▶ [WHAT NEEDS TO BE DONE] When you reach the line containing "thumb tip: (185, 212)" in the entries below, start writing out each line exactly, and stop after the line containing "index dip: (140, 155)".

[Named joint coordinates]
BEGIN
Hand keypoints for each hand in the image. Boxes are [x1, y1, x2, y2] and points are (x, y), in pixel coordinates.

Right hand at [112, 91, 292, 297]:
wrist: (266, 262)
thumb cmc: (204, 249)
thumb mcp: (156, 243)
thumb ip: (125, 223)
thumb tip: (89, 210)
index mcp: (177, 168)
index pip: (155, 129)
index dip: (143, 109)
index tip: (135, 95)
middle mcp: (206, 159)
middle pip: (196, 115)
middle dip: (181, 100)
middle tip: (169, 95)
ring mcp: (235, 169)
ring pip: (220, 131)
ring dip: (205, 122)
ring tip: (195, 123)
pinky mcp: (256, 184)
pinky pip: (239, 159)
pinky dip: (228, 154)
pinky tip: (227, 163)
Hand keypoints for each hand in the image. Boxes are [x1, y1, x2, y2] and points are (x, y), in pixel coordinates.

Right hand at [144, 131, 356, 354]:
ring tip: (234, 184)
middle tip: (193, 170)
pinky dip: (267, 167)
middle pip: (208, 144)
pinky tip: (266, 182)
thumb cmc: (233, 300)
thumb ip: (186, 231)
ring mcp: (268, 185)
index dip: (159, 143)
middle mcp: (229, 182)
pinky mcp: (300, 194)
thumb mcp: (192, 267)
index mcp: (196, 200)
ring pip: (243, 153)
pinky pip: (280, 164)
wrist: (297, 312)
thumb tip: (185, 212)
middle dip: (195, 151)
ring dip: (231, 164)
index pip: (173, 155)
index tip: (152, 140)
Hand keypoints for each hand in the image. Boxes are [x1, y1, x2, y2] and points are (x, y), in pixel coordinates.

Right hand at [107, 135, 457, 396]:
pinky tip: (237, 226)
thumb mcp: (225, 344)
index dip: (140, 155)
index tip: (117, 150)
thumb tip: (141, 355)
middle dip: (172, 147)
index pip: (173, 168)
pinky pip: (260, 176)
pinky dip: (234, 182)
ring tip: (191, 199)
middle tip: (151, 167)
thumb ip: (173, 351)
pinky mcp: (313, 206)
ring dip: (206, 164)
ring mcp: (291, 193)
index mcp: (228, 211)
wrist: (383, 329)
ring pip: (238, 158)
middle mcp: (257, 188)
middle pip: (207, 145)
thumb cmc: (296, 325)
END
BEGIN
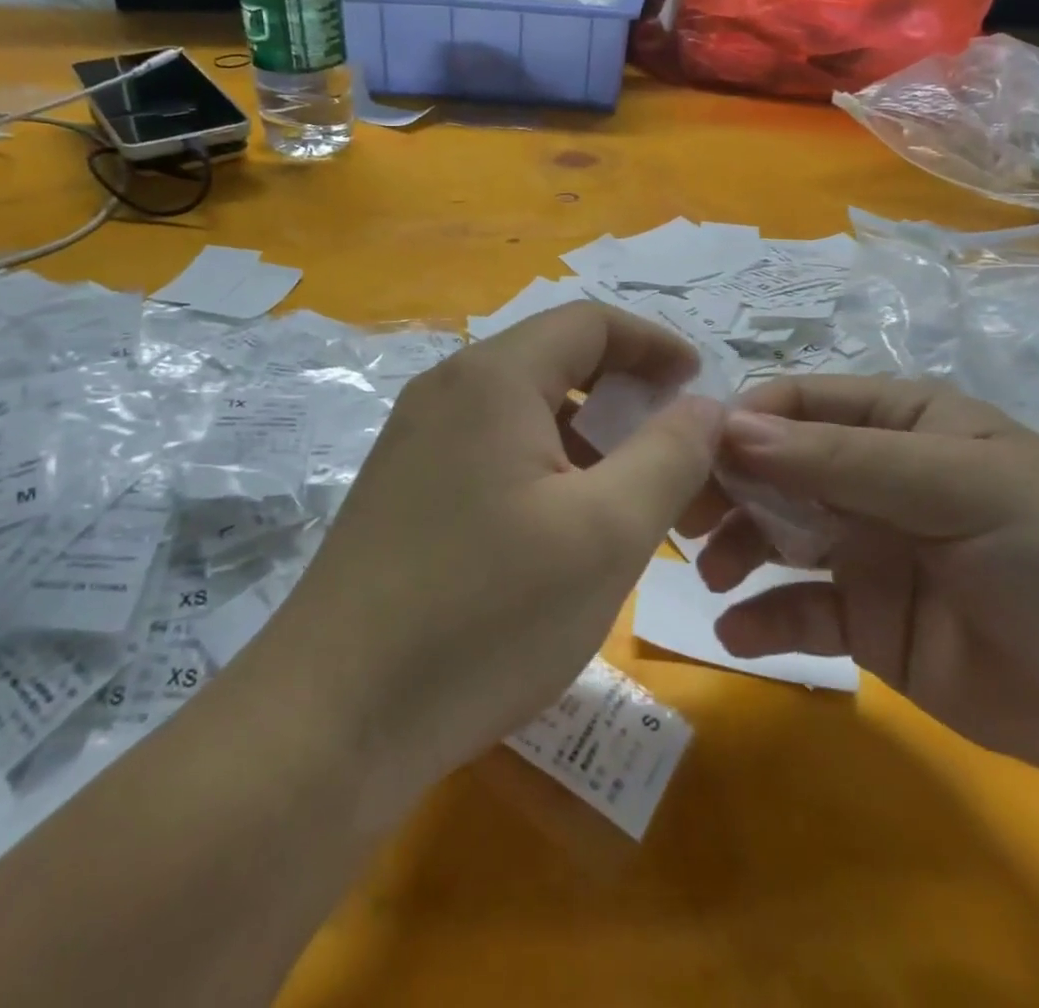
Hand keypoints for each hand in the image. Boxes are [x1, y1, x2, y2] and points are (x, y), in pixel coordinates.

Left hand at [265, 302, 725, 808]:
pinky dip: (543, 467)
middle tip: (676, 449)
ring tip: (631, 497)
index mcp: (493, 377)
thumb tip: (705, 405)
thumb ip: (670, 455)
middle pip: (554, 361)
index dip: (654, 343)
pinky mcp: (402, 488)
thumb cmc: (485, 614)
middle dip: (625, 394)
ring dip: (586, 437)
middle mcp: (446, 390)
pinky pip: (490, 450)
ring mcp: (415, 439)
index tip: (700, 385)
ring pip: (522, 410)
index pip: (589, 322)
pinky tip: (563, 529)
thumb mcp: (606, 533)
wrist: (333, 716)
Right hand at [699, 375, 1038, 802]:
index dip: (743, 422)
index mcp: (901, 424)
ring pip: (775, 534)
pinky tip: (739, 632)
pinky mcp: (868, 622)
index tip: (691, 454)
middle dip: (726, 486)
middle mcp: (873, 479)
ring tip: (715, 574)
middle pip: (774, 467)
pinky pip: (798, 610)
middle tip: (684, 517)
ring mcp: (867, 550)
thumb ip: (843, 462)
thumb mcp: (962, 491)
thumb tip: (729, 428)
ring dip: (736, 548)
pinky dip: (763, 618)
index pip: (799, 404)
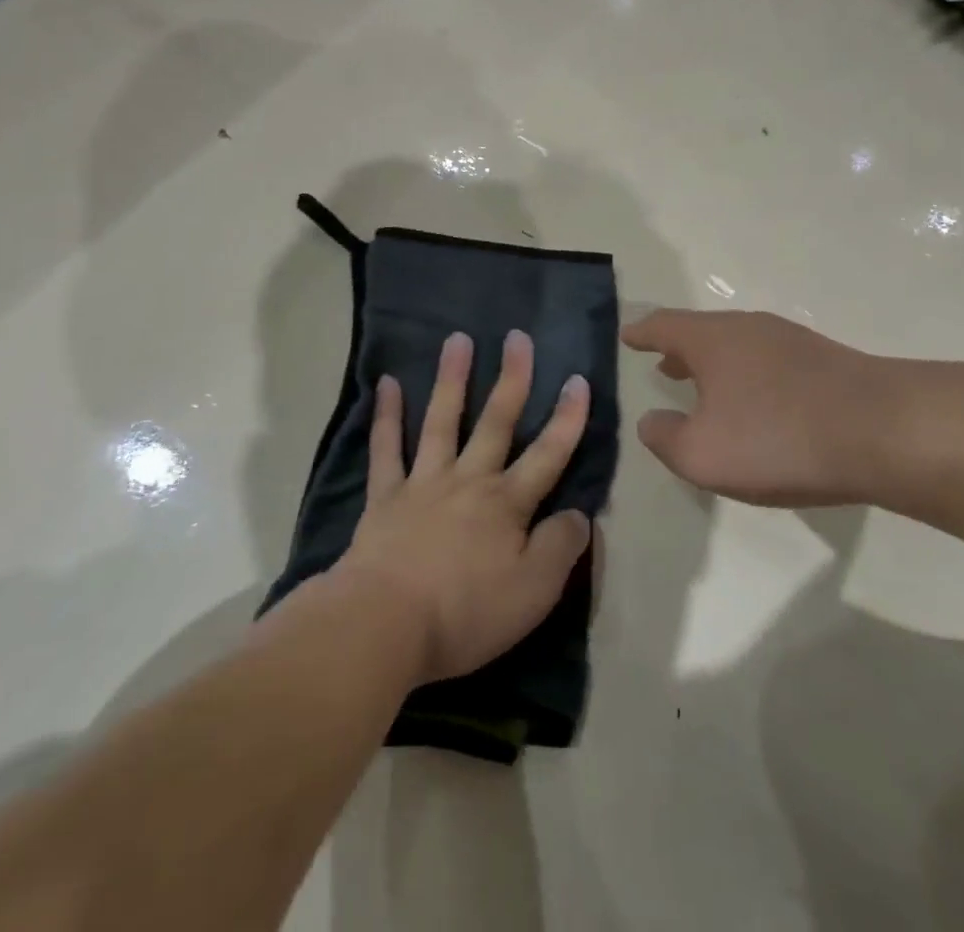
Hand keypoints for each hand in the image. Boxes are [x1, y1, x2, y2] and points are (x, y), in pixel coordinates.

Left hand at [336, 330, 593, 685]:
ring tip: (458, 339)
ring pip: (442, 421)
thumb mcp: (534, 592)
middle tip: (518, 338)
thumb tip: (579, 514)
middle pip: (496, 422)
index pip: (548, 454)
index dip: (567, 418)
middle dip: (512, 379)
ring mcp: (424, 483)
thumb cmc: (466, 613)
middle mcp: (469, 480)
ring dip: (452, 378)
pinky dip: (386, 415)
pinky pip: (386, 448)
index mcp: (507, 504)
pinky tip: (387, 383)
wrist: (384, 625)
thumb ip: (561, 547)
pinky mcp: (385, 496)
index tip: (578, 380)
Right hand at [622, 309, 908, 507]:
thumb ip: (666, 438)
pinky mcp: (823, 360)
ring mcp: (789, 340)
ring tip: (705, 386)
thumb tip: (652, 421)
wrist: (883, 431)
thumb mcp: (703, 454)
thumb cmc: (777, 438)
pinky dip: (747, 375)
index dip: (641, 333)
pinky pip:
END
BEGIN
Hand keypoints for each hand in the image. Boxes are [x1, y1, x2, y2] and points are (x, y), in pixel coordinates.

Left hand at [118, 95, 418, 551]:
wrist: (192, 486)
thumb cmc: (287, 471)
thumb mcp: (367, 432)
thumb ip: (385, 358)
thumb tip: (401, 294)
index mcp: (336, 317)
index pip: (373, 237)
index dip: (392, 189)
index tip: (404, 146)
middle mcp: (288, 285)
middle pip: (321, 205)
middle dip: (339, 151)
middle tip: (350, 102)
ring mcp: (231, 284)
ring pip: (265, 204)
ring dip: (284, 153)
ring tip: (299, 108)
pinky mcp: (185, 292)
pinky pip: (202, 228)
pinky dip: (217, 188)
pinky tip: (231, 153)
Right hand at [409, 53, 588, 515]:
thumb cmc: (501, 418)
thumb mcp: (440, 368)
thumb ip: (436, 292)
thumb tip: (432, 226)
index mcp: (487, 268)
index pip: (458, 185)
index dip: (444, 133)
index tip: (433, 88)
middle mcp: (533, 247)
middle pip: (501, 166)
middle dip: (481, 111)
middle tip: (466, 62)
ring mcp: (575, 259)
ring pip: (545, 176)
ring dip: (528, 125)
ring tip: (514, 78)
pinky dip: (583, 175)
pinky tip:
END
▶ [PROBLEM SOLUTION]
thumb tip: (185, 212)
middle dip: (195, 151)
ring dip: (231, 164)
index pip: (173, 155)
index tip: (152, 140)
Hand keypoints for each hand in the image. Boxes are [x1, y1, x2, y2] and points are (x, y), in pixel coordinates.

Right hand at [107, 135, 457, 396]:
pinky tip: (237, 226)
thumb mcp: (225, 344)
index dip: (140, 155)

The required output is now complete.